- Victim Marise Chiverella (left) and murderer James Forte (right)
- Location: Hazleton, Pennsylvania, U.S.
- Date: March 18, 1964; 62 years ago c. 8:10 a.m. EST (murder) c. 1 p.m. EST (discovery of body)
- Attack type: Child murder by strangling, child rape, kidnapping
- Victim: Marise Ann Chiverella
- Perpetrator: James Paul Forte
- Motive: Sexual gratification
- Arrests: None; perpetrator died before being identified
- Inquiries: Investigation concluded in February 2022 after identification of perpetrator

= Murder of Marise Chiverella =

Child murder in 1964

On March 18, 1964, Marise Ann Chiverella, a 9-year-old American girl, was raped and murdered while on her way to school by 22-year-old James Paul Forte in Hazleton, Pennsylvania.

The murder went unsolved for nearly 58 years, until it was announced by authorities in 2022 that the perpetrator had been identified as James Paul Forte using investigative genetic genealogy. It is believed to be the oldest cold case in Pennsylvania to be solved through this method. The murder's solving gained major media coverage, partially due to the fact that 20-year-old college student Eric Schubert had a significant role in the identification of Forte.

== Murder ==
On the morning of March 18, 1964, 9-year-old Marise Ann Chiverella left home for school, carrying canned goods to give to her teacher, at St. Joseph's Parochial School in Hazleton, Pennsylvania. At some point while Chiverella was walking to school, she was kidnapped by James Paul Forte. Forte raped and then murdered Chiverella by strangling.

In the afternoon of the same day, a man was giving his 16-year-old nephew driving lessons when they encountered what they initially thought was a "large doll" in a coal-mining pit, but soon realized it was Chiverella's body and called police.

== Investigation ==
Despite months of nonstop work, authorities were not able to retrieve any initial leads following the murder.

Decades later, in 2018, the authorities teamed up with Parabon NanoLabs, a DNA technology and genetic genealogy company. The following year, the company shared the DNA profile with genealogical databases.

The authorities began to work with genealogist and Elizabethtown College student, then 18-year-old Eric Schubert, in 2020. DNA from semen on Chiverella's clothing was uploaded to public genealogy databases, leading to a distant cousin of the perpetrator whom Schubert then identified.

=== 2022 update and identification of perpetrator ===
On February 12, 2022, authorities announced that with assistance from Schubert's research and Parabon NanoLabs' initial work, the perpetrator had been identified as 22-year-old James Paul Forte.

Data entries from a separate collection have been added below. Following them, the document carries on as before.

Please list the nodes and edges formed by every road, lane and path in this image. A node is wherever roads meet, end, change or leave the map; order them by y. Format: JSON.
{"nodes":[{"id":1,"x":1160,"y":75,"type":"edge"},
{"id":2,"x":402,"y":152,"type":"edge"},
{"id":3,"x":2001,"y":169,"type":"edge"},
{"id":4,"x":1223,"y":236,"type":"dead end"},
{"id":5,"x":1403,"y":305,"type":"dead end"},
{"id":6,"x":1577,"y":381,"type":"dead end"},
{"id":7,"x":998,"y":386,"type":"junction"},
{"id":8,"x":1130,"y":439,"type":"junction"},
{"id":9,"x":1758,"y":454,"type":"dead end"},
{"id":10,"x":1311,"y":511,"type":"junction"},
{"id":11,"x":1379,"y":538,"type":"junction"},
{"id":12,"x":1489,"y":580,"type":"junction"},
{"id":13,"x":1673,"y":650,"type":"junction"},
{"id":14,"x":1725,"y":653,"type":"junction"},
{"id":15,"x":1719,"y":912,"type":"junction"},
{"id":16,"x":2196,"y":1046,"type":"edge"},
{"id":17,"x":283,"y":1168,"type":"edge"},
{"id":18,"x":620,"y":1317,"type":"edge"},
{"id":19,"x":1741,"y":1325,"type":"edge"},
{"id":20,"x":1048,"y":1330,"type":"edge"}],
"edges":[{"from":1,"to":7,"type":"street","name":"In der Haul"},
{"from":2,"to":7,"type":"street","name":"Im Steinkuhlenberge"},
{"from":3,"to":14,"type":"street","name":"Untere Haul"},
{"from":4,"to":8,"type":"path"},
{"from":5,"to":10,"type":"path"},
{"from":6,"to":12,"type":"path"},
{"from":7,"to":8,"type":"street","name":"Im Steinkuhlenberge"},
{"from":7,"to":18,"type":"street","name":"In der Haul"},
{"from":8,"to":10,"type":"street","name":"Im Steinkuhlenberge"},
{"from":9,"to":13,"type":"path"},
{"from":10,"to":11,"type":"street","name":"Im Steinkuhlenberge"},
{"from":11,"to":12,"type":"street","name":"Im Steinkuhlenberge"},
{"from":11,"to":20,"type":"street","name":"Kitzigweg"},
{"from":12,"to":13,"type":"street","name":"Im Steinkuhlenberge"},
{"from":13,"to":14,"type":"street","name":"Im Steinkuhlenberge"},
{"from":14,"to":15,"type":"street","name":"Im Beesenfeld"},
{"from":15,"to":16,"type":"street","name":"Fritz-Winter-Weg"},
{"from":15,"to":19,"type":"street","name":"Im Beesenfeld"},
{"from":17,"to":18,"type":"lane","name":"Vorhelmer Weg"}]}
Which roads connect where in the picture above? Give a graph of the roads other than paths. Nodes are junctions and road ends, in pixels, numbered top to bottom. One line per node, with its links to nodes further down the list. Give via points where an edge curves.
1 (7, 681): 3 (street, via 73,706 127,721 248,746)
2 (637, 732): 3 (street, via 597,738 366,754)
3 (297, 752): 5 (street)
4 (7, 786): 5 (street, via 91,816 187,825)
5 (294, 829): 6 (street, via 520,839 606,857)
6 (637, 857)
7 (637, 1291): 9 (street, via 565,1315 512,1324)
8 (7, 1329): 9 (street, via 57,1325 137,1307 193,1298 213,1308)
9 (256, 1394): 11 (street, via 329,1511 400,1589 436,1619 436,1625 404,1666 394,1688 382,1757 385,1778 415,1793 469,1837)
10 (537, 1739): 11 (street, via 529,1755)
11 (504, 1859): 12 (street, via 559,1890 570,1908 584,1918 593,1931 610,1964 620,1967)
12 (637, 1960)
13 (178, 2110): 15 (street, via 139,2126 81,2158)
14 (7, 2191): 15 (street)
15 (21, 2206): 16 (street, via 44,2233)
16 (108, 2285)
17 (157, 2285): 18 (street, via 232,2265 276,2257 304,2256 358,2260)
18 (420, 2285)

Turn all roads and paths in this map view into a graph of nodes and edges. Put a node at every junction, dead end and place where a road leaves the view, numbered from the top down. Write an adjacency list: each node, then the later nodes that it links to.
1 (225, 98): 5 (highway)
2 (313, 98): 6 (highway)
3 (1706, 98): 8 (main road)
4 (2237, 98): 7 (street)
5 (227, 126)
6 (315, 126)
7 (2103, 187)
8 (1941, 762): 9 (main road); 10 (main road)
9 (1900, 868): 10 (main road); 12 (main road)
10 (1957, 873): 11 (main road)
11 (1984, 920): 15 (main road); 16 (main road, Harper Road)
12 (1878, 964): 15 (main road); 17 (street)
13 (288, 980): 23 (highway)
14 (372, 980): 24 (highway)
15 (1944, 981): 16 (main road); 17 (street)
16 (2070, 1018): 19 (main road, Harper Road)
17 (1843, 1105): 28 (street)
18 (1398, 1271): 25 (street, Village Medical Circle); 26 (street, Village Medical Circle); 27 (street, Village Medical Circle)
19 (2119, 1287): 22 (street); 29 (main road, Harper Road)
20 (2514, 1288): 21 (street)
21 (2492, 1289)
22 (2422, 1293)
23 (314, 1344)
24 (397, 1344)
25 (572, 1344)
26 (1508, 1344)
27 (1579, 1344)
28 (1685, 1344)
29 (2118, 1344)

He lived six or seven blocks from Chiverella, but did not have any known relation to her or her family. Once Forte was identified as the prime suspect in the murder, an exhumation of his body was approved for the purpose of obtaining a tissue sample so that his DNA could be compared to that from the semen evidence preserved from the crime scene.

== Perpetrator ==
James Paul Forte (1941–1980) was a bartender and bar supplies salesman from the Hazleton area. He was born in Hazleton and lived in the town his entire life. He was never married and never had any known children. Forte was arrested in 1974 in an unrelated case on charges of rape (Note: "Involuntary deviate sexual intercourse" in Pennsylvania law.) and sexual assault. Forte was given a plea deal for the less serious conviction of aggravated assault and was sentenced to one year probation. He was arrested again in 1978 on charges of reckless endangerment and harassment. He died in 1980, at the age of 38, from a reported heart attack at the bar where he worked.